=== Problem statement ===
The answer must be every line of the records below that holds the word "from".

=== Data under study ===
━━━━━━━━━━

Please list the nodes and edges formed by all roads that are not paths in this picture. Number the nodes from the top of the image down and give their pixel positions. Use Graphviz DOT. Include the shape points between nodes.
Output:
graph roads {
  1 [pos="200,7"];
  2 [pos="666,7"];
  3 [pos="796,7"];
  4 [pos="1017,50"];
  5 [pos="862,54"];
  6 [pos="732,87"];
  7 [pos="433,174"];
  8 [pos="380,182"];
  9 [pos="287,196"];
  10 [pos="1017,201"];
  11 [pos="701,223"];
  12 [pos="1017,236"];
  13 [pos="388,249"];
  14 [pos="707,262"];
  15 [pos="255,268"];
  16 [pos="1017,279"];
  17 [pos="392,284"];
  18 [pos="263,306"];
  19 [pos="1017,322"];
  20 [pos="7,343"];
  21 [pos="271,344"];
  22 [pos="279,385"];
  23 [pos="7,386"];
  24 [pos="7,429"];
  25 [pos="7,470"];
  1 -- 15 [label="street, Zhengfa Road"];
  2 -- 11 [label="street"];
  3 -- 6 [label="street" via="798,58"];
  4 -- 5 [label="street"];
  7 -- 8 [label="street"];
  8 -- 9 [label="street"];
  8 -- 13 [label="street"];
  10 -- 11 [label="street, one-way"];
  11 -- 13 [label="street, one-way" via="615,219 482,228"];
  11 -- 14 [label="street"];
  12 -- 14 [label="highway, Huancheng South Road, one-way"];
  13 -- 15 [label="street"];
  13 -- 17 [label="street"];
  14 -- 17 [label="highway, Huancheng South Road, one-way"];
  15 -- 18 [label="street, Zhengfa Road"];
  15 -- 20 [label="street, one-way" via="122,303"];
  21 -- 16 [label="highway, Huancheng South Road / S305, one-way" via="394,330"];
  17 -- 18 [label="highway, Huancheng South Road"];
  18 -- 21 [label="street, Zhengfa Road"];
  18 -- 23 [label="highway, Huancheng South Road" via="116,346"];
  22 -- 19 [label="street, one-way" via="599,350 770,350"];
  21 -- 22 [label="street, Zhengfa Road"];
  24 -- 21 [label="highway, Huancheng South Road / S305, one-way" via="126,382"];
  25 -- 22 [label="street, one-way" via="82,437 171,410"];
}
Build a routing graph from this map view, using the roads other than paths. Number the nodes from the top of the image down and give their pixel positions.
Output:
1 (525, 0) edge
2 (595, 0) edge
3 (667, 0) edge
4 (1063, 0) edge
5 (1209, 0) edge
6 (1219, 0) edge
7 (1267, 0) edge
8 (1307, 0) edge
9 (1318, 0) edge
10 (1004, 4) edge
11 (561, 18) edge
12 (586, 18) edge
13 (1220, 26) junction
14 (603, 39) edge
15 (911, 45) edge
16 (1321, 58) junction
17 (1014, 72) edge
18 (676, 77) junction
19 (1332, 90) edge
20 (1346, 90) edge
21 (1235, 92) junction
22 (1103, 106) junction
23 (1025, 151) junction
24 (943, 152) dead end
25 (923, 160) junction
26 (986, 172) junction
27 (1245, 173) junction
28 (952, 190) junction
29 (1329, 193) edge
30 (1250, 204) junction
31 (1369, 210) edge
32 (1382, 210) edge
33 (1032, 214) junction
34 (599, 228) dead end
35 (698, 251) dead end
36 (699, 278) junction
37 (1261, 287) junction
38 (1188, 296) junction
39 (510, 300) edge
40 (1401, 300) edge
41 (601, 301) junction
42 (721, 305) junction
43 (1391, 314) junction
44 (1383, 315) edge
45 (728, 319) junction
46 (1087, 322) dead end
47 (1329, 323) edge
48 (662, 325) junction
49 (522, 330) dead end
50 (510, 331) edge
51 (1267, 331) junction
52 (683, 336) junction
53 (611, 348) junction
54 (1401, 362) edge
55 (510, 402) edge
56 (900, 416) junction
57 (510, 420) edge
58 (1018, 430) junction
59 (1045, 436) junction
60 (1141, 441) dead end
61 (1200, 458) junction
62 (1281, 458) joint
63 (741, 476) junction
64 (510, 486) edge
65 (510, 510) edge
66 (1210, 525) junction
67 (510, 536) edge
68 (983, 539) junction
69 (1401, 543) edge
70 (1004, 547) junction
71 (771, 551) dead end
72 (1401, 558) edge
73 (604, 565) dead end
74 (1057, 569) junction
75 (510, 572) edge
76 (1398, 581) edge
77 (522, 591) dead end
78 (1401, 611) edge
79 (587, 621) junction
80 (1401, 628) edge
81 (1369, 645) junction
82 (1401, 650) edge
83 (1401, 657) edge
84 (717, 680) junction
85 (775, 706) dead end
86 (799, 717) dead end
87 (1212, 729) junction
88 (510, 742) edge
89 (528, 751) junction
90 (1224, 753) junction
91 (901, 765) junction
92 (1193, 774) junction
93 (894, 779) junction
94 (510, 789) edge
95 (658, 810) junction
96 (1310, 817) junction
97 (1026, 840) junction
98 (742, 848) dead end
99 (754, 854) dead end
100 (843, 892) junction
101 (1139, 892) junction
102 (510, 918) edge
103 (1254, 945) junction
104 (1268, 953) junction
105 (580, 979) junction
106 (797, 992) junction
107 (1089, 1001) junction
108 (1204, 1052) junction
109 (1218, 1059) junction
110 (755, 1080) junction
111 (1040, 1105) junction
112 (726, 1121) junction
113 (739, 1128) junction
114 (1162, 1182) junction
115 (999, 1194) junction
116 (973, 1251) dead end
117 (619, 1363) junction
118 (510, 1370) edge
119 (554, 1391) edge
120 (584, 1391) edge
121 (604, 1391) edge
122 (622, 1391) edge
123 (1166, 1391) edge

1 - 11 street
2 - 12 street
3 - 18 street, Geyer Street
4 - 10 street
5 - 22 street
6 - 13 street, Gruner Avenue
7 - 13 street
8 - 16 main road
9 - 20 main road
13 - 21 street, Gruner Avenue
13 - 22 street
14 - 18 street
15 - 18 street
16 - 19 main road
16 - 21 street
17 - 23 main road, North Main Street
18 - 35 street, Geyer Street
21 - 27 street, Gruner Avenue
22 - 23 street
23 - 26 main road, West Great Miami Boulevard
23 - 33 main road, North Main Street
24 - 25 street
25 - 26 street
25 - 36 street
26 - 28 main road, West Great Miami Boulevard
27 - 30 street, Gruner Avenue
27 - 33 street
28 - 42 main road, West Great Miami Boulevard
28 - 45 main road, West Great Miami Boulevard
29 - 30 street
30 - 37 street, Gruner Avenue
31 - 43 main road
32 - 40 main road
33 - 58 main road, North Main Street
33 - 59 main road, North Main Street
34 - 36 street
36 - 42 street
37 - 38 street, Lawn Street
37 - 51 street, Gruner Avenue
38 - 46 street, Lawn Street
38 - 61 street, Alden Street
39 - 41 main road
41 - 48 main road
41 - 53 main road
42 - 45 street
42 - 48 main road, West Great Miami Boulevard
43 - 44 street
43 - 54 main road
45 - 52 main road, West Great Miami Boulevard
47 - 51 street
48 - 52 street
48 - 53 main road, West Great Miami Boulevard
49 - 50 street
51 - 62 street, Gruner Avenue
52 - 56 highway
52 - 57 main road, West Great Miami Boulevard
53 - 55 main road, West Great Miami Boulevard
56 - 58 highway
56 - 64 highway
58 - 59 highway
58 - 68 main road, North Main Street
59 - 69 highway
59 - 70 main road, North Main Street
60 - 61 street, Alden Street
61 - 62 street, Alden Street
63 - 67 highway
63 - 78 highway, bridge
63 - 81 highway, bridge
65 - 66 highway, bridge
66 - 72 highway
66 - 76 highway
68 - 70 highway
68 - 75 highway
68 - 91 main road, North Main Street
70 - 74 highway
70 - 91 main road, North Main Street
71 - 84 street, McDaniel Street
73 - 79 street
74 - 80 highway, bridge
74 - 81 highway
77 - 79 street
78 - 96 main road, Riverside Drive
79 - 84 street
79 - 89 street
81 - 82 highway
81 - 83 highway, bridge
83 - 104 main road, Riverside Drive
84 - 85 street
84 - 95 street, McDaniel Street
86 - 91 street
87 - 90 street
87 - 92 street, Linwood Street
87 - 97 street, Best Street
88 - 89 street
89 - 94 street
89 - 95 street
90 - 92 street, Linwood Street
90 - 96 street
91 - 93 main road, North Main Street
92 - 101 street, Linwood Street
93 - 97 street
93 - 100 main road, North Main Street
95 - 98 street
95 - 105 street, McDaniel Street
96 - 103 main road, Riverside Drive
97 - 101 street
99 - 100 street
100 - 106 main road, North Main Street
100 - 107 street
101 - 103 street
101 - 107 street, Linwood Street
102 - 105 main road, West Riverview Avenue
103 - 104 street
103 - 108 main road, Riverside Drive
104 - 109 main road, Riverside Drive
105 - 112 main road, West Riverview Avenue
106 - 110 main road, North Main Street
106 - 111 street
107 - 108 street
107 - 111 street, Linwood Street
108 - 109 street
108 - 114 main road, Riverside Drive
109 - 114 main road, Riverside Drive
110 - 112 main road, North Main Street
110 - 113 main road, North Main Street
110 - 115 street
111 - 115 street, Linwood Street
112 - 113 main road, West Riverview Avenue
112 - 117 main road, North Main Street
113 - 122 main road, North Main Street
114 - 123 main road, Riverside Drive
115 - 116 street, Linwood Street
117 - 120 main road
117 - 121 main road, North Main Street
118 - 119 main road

━━━━━━━━━━

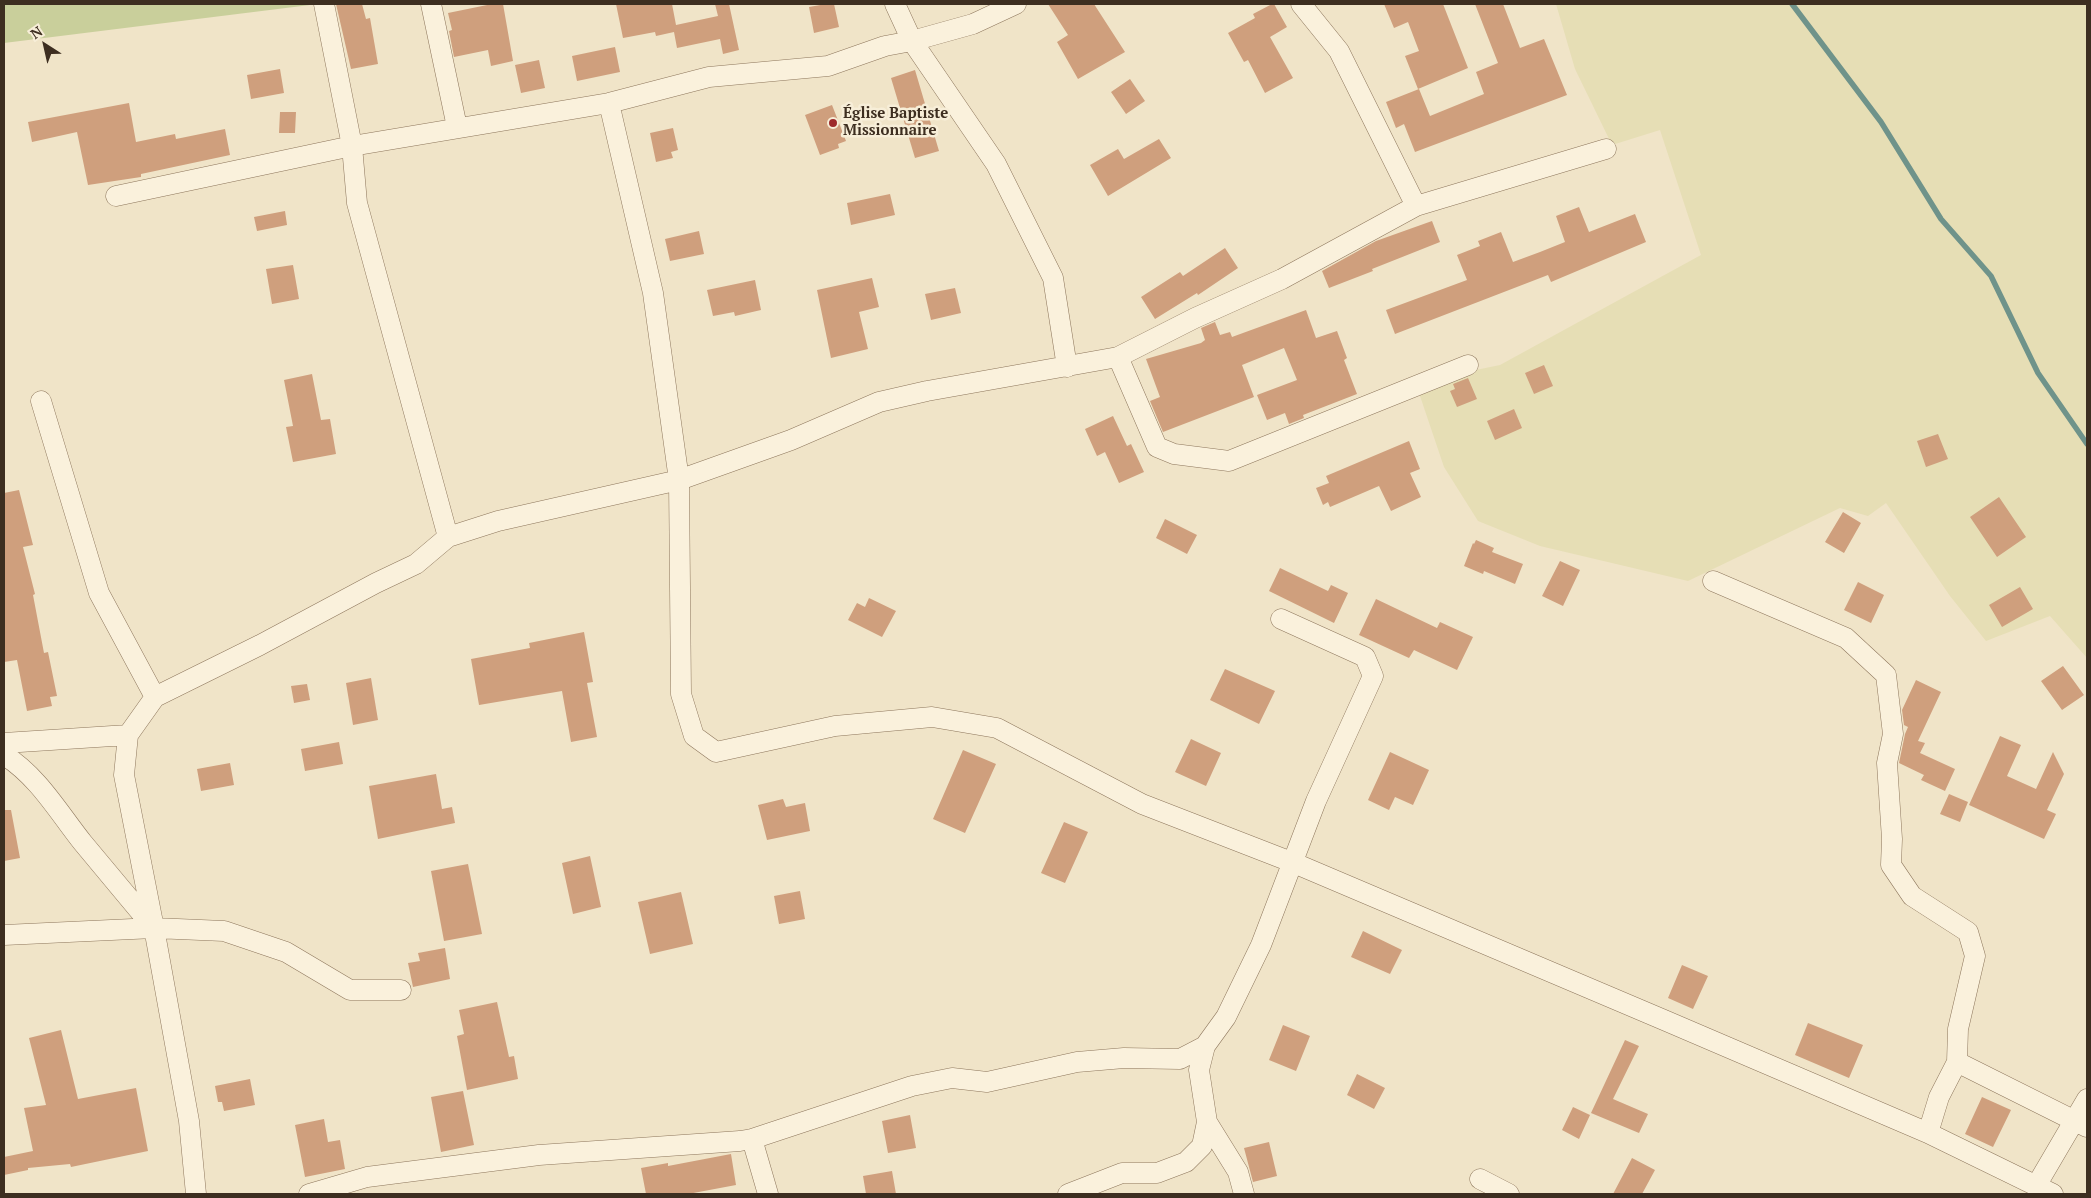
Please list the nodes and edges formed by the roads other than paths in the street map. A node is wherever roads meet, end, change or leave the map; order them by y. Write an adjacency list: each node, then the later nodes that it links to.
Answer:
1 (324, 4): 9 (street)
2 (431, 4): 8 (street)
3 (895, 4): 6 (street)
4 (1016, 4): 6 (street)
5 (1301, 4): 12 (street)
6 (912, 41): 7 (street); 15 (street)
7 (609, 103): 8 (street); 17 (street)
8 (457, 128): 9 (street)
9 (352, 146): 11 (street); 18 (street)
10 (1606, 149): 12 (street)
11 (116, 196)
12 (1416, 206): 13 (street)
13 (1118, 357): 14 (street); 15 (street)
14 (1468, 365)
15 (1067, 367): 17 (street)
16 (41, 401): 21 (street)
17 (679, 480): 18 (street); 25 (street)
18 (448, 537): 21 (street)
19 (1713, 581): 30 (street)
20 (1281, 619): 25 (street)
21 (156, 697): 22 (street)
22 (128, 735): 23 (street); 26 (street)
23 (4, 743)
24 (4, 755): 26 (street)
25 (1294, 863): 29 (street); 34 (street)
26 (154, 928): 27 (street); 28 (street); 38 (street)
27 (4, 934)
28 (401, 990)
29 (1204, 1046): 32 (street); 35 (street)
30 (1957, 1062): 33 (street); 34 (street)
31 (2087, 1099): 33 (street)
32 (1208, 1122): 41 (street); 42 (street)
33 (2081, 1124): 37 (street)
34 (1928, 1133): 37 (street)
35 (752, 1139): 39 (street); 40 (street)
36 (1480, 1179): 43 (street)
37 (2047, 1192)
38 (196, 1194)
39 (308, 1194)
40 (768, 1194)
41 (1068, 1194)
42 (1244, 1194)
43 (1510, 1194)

━━━━━━━━━━

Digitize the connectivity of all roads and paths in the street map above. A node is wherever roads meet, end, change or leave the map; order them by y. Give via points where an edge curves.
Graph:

━━━━━━━━━━

=== Your solution ===
Please list the nodes and edges formed by all roads that are not paths in this picture. Number the nodes from the top of the image down and give their pixel positions. Use Graphviz DOT. Include the shape points between nodes.
Build a routing graph from this map view, using the roads other than paths. Number the nodes from the top of the image down and give their pixel positions.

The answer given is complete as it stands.